On June 3, 1999, TNRG announced that its subsidiary, TIPS, which owns aaamall.net, has signed a deal with GMCH, but did not disclose that GMCH is run by the same persons who control TNRG and TIPS. (See Exhibit 35)




To: Edward Williamson who wrote (3)7/9/1999 1:39:00 PM
From: StockDung  Respond to of 22
 
Mr. Ed did you state that Fifth Avenue Communications is a sole proprietorship, and that it is not nor was part of a public company?

You must be getting very forgetful, here is a CEA Labs press release fresh off of Bloomberg to help you remember.

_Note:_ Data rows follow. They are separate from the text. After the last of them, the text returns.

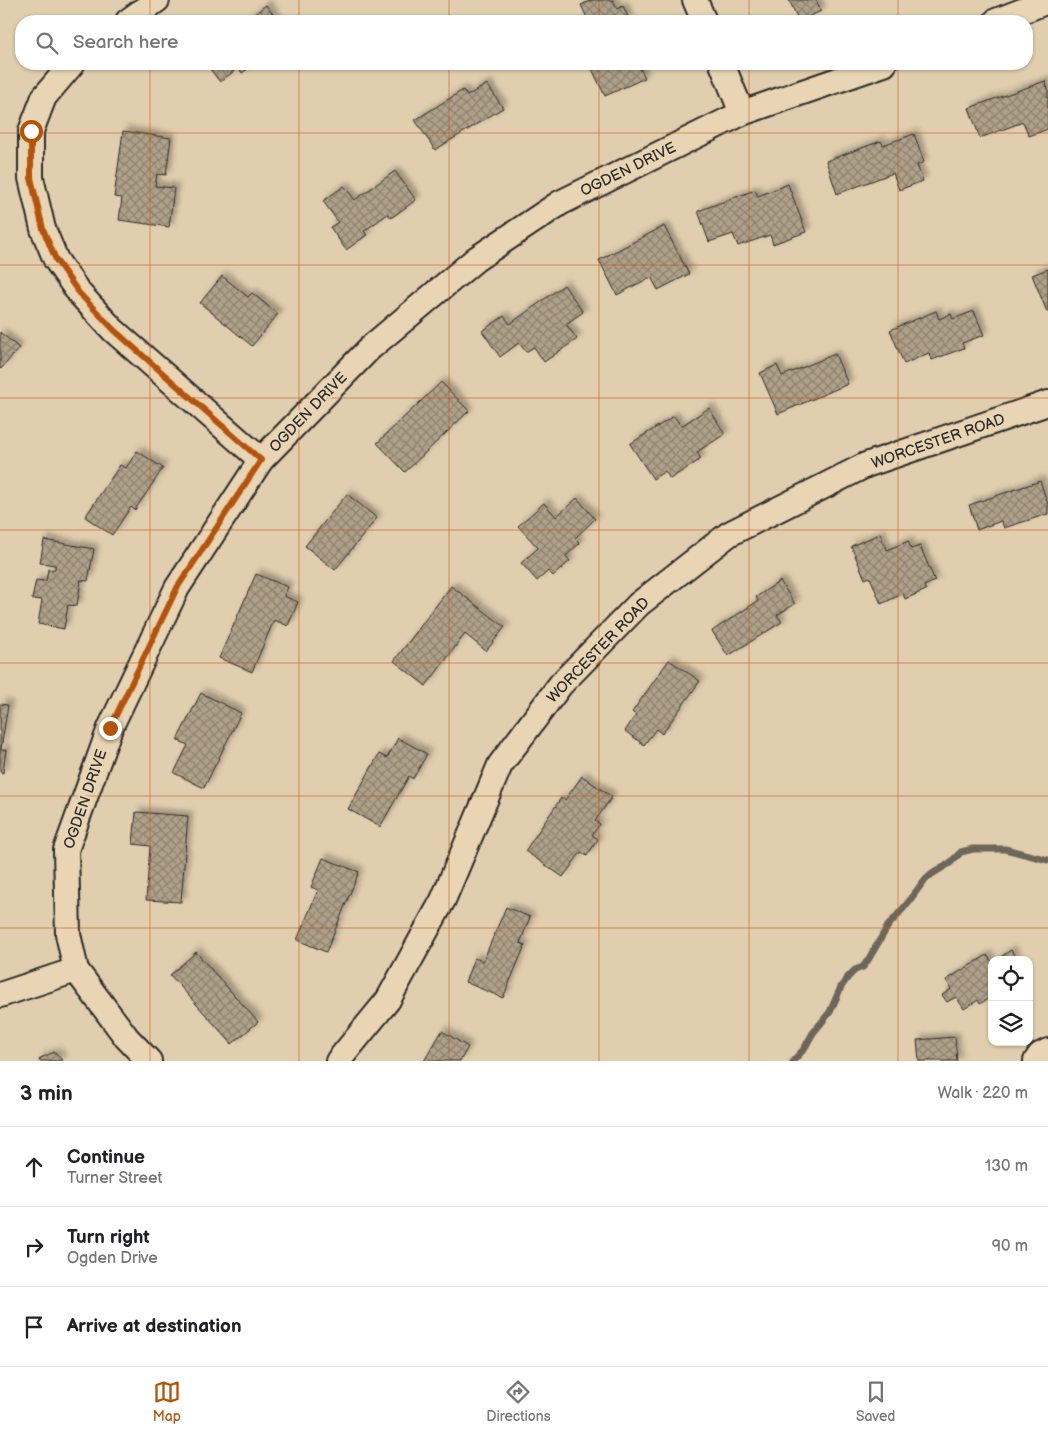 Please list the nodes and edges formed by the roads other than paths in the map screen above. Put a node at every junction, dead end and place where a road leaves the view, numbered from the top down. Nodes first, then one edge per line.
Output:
1 (156, 0) edge
2 (695, 0) edge
3 (1048, 1) edge
4 (136, 15) edge
5 (701, 15) edge
6 (1012, 15) edge
7 (67, 70) edge
8 (724, 70) edge
9 (867, 70) edge
10 (742, 113) junction
11 (1048, 403) edge
12 (261, 460) junction
13 (76, 970) junction
14 (0, 995) edge
15 (1048, 1051) edge
16 (148, 1061) edge
17 (338, 1061) edge
18 (1036, 1061) edge

1 - 4 street
2 - 5 street
3 - 6 street
7 - 12 street
8 - 10 street
9 - 10 street, OGDEN DRIVE
10 - 12 street, OGDEN DRIVE
11 - 17 street, WORCESTER ROAD
12 - 13 street, OGDEN DRIVE
13 - 14 street
13 - 16 street, OGDEN DRIVE
15 - 18 street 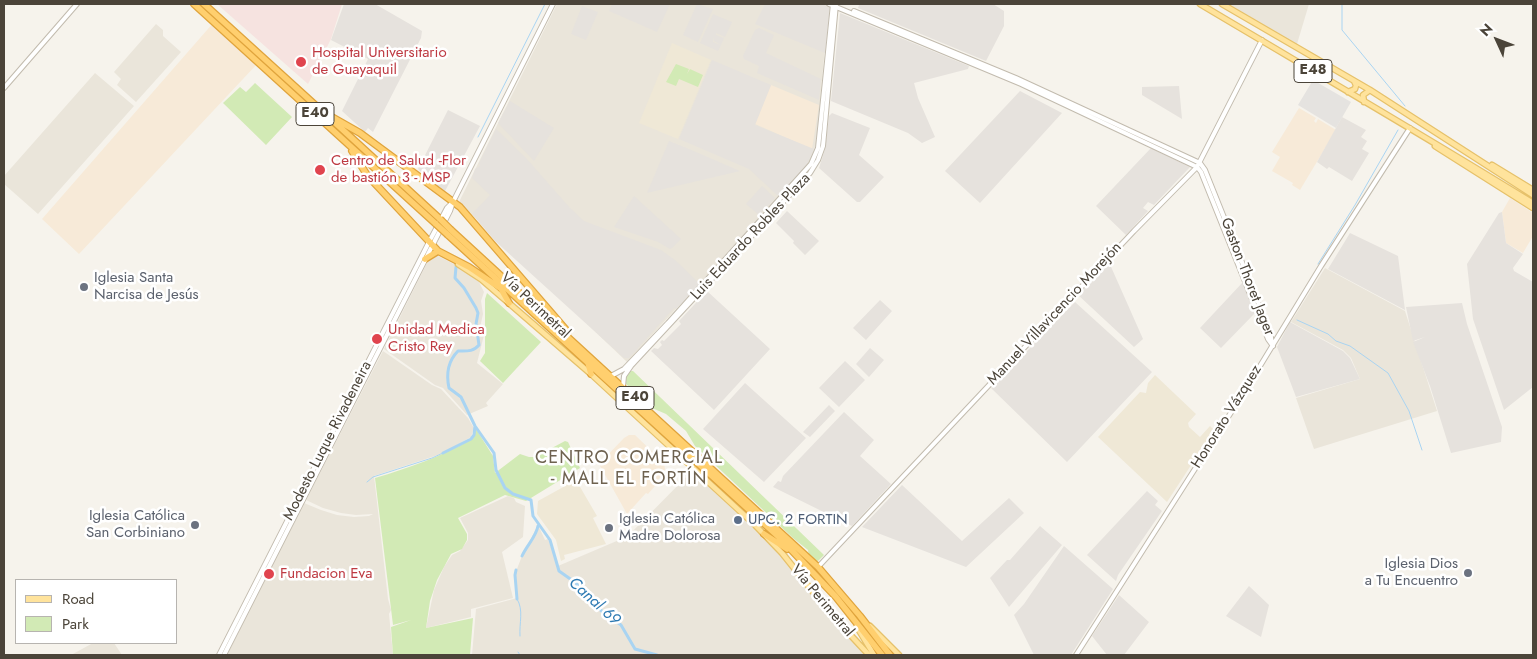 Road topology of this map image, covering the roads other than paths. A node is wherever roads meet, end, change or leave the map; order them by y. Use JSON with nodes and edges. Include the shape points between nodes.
{"nodes":[{"id":1,"x":77,"y":4,"type":"edge"},
{"id":2,"x":194,"y":4,"type":"edge"},
{"id":3,"x":204,"y":4,"type":"edge"},
{"id":4,"x":552,"y":4,"type":"edge"},
{"id":5,"x":834,"y":4,"type":"edge"},
{"id":6,"x":1200,"y":4,"type":"edge"},
{"id":7,"x":1222,"y":4,"type":"edge"},
{"id":8,"x":1262,"y":40,"type":"junction"},
{"id":9,"x":1354,"y":80,"type":"junction"},
{"id":10,"x":4,"y":88,"type":"edge"},
{"id":11,"x":1370,"y":90,"type":"junction"},
{"id":12,"x":1347,"y":92,"type":"junction"},
{"id":13,"x":1364,"y":103,"type":"junction"},
{"id":14,"x":323,"y":112,"type":"junction"},
{"id":15,"x":1410,"y":128,"type":"junction"},
{"id":16,"x":1432,"y":141,"type":"junction"},
{"id":17,"x":348,"y":144,"type":"junction"},
{"id":18,"x":1462,"y":149,"type":"junction"},
{"id":19,"x":1198,"y":165,"type":"junction"},
{"id":20,"x":1533,"y":190,"type":"edge"},
{"id":21,"x":1533,"y":195,"type":"edge"},
{"id":22,"x":453,"y":202,"type":"junction"},
{"id":23,"x":1533,"y":203,"type":"edge"},
{"id":24,"x":1533,"y":208,"type":"edge"},
{"id":25,"x":438,"y":222,"type":"junction"},
{"id":26,"x":450,"y":232,"type":"junction"},
{"id":27,"x":431,"y":243,"type":"junction"},
{"id":28,"x":438,"y":251,"type":"junction"},
{"id":29,"x":425,"y":259,"type":"junction"},
{"id":30,"x":497,"y":280,"type":"junction"},
{"id":31,"x":501,"y":289,"type":"junction"},
{"id":32,"x":519,"y":300,"type":"junction"},
{"id":33,"x":509,"y":303,"type":"junction"},
{"id":34,"x":1272,"y":346,"type":"junction"},
{"id":35,"x":584,"y":352,"type":"junction"},
{"id":36,"x":588,"y":363,"type":"junction"},
{"id":37,"x":591,"y":374,"type":"junction"},
{"id":38,"x":611,"y":376,"type":"junction"},
{"id":39,"x":623,"y":386,"type":"junction"},
{"id":40,"x":764,"y":534,"type":"junction"},
{"id":41,"x":278,"y":539,"type":"junction"},
{"id":42,"x":281,"y":545,"type":"junction"},
{"id":43,"x":797,"y":556,"type":"junction"},
{"id":44,"x":264,"y":567,"type":"junction"},
{"id":45,"x":818,"y":567,"type":"junction"},
{"id":46,"x":265,"y":575,"type":"junction"},
{"id":47,"x":847,"y":610,"type":"junction"},
{"id":48,"x":860,"y":616,"type":"junction"},
{"id":49,"x":225,"y":645,"type":"junction"},
{"id":50,"x":219,"y":655,"type":"edge"},
{"id":51,"x":224,"y":655,"type":"edge"},
{"id":52,"x":869,"y":655,"type":"edge"},
{"id":53,"x":874,"y":655,"type":"edge"},
{"id":54,"x":882,"y":655,"type":"edge"},
{"id":55,"x":890,"y":655,"type":"edge"},
{"id":56,"x":899,"y":655,"type":"edge"},
{"id":57,"x":1076,"y":655,"type":"edge"}],
"edges":[{"from":1,"to":10,"type":"street"},
{"from":2,"to":17,"type":"highway","name":"Vía Perimetral","number":"E40"},
{"from":3,"to":14,"type":"highway","name":"Vía Perimetral","number":"E40"},
{"from":4,"to":22,"type":"street","name":"Modesto Luque Rivadeneira"},
{"from":5,"to":19,"type":"street","via":[[1016,78]]},
{"from":5,"to":38,"type":"street","name":"Luis Eduardo Robles Plaza","via":[[818,148],[811,164],[686,304],[624,369]]},
{"from":5,"to":39,"type":"street","name":"Luis Eduardo Robles Plaza","via":[[823,146],[815,168],[631,366],[624,376]]},
{"from":6,"to":8,"type":"main road","number":"E48"},
{"from":7,"to":9,"type":"main road","number":"E48"},
{"from":8,"to":12,"type":"main road","number":"E48"},
{"from":8,"to":19,"type":"street","name":"Manuel Villavicencio Morejón"},
{"from":9,"to":11,"type":"main road","number":"E48"},
{"from":9,"to":12,"type":"main road","via":[[1355,89]]},
{"from":11,"to":13,"type":"main road","via":[[1363,95]]},
{"from":11,"to":18,"type":"main road","number":"E48"},
{"from":12,"to":13,"type":"main road","number":"E48"},
{"from":13,"to":15,"type":"main road","number":"E48"},
{"from":14,"to":22,"type":"highway","via":[[360,133]]},
{"from":14,"to":25,"type":"highway","name":"Vía Perimetral","number":"E40"},
{"from":15,"to":16,"type":"main road","number":"E48"},
{"from":15,"to":34,"type":"street","name":"Honorato Vázquez"},
{"from":16,"to":23,"type":"main road","number":"E48"},
{"from":16,"to":24,"type":"main road","number":"E48","via":[[1435,146]]},
{"from":17,"to":25,"type":"highway","name":"Vía Perimetral","number":"E40"},
{"from":17,"to":27,"type":"highway","via":[[367,174]]},
{"from":18,"to":20,"type":"main road","number":"E48"},
{"from":18,"to":21,"type":"main road","number":"E48"},
{"from":19,"to":34,"type":"street","name":"Gaston Thoret Jager","via":[[1205,170],[1270,332]]},
{"from":19,"to":45,"type":"street","name":"Manuel Villavicencio Morejón"},
{"from":22,"to":27,"type":"street","name":"Modesto Luque Rivadeneira"},
{"from":22,"to":35,"type":"highway"},
{"from":25,"to":26,"type":"highway","name":"Vía Perimetral","number":"E40","bridge":true},
{"from":26,"to":30,"type":"highway","name":"Vía Perimetral","number":"E40"},
{"from":26,"to":35,"type":"highway","name":"Vía Perimetral","number":"E40"},
{"from":27,"to":28,"type":"highway"},
{"from":27,"to":29,"type":"street","name":"Modesto Luque Rivadeneira"},
{"from":27,"to":41,"type":"street","name":"Modesto Luque Rivadeneira"},
{"from":28,"to":29,"type":"highway"},
{"from":28,"to":31,"type":"highway"},
{"from":28,"to":33,"type":"main road","name":"Vía Perimetral","via":[[473,273]]},
{"from":29,"to":42,"type":"street","name":"Modesto Luque Rivadeneira"},
{"from":30,"to":31,"type":"highway"},
{"from":30,"to":32,"type":"highway","name":"Vía Perimetral","number":"E40"},
{"from":31,"to":32,"type":"highway"},
{"from":31,"to":33,"type":"highway"},
{"from":32,"to":36,"type":"highway","name":"Vía Perimetral","number":"E40"},
{"from":33,"to":37,"type":"main road","name":"Vía Perimetral"},
{"from":34,"to":57,"type":"street","name":"Honorato Vázquez"},
{"from":35,"to":38,"type":"highway","name":"Vía Perimetral","number":"E40"},
{"from":36,"to":37,"type":"highway"},
{"from":36,"to":43,"type":"highway","name":"Vía Perimetral","number":"E40"},
{"from":37,"to":40,"type":"main road","name":"Vía Perimetral"},
{"from":38,"to":39,"type":"highway","name":"Vía Perimetral","number":"E40"},
{"from":39,"to":45,"type":"highway","name":"Vía Perimetral","number":"E40"},
{"from":40,"to":43,"type":"highway"},
{"from":40,"to":52,"type":"main road","name":"Vía Perimetral"},
{"from":41,"to":42,"type":"street"},
{"from":41,"to":44,"type":"street","name":"Modesto Luque Rivadeneira"},
{"from":42,"to":46,"type":"street","name":"Modesto Luque Rivadeneira"},
{"from":43,"to":47,"type":"highway","name":"Vía Perimetral","number":"E40"},
{"from":44,"to":46,"type":"street"},
{"from":44,"to":49,"type":"street","name":"Modesto Luque Rivadeneira"},
{"from":45,"to":48,"type":"highway","name":"Vía Perimetral","number":"E40"},
{"from":46,"to":51,"type":"street","name":"Modesto Luque Rivadeneira"},
{"from":47,"to":53,"type":"main road","name":"Vía Perimetral"},
{"from":47,"to":54,"type":"highway","name":"Vía Perimetral","number":"E40"},
{"from":48,"to":55,"type":"highway","name":"Vía Perimetral","number":"E40"},
{"from":48,"to":56,"type":"main road","name":"Vía Perimetral"},
{"from":49,"to":50,"type":"street","name":"Modesto Luque Rivadeneira"},
{"from":49,"to":51,"type":"street"}]}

PRN CEA LAB, INC. TO SELL FIFTH AVENUE COMMUNICATIONS TO AUBURN
Jan 7 1997 11:31

WICHITA, Kan., Jan. 7 /PRNewswire/ -- CEA LAB, Inc. (OTC Bulletin Board: CEAL) announced today that the Company has signed a binding letter of intent to sell the assets and business of Fifth Avenue Communications to Auburn Equities, Inc. (OTC Bulletin Board: AEQS) in exchange for $250,000 cash and 1,250,000 restricted common shares of Auburn Equities, Inc., subject to the approval of the Boards of Directors of both companies and the shareholders of Auburn Equities, Inc. The Company said that if the transaction is approved by shareholders, Auburn Equities, Inc. would change its corporate name to Fifth Avenue Communications, Inc. at the closing.
Jeffery N. Young, CEA LAB's president said, "We are excited about the merger with Auburn Equities as it gives Fifth Avenue Communications the public vehicle we really need to make additional acquisitions and to raise equity funding. After the closing, assuming shareholders approve, we plan to incorporate the Company in Delaware and change the corporate name to Fifth Avenue Communications, Inc. Our corporate goal, in addition to generating respectable earnings, is to have our stock listed on the Nasdaq Small-Cap exchange as soon as possible. We anticipate a closing date of March 31, 1997."

CONTACT: Misha Mohr or Deana Hamilton of Fifth Avenue Communications,
800-992-6618; or Jeffery N. Young, President of CEA LAB, Inc., 316-688-0800/ CEAL AEQS)

CO: CEA LAB, Inc.; Auburn Equities, Inc.; Fifth Avenue Communications
ST: Kansas
IN:
SU: TNM

Hey Ed, who is the liar?

Who is the paid hack for the shorts who wrote this CEA Labs press release?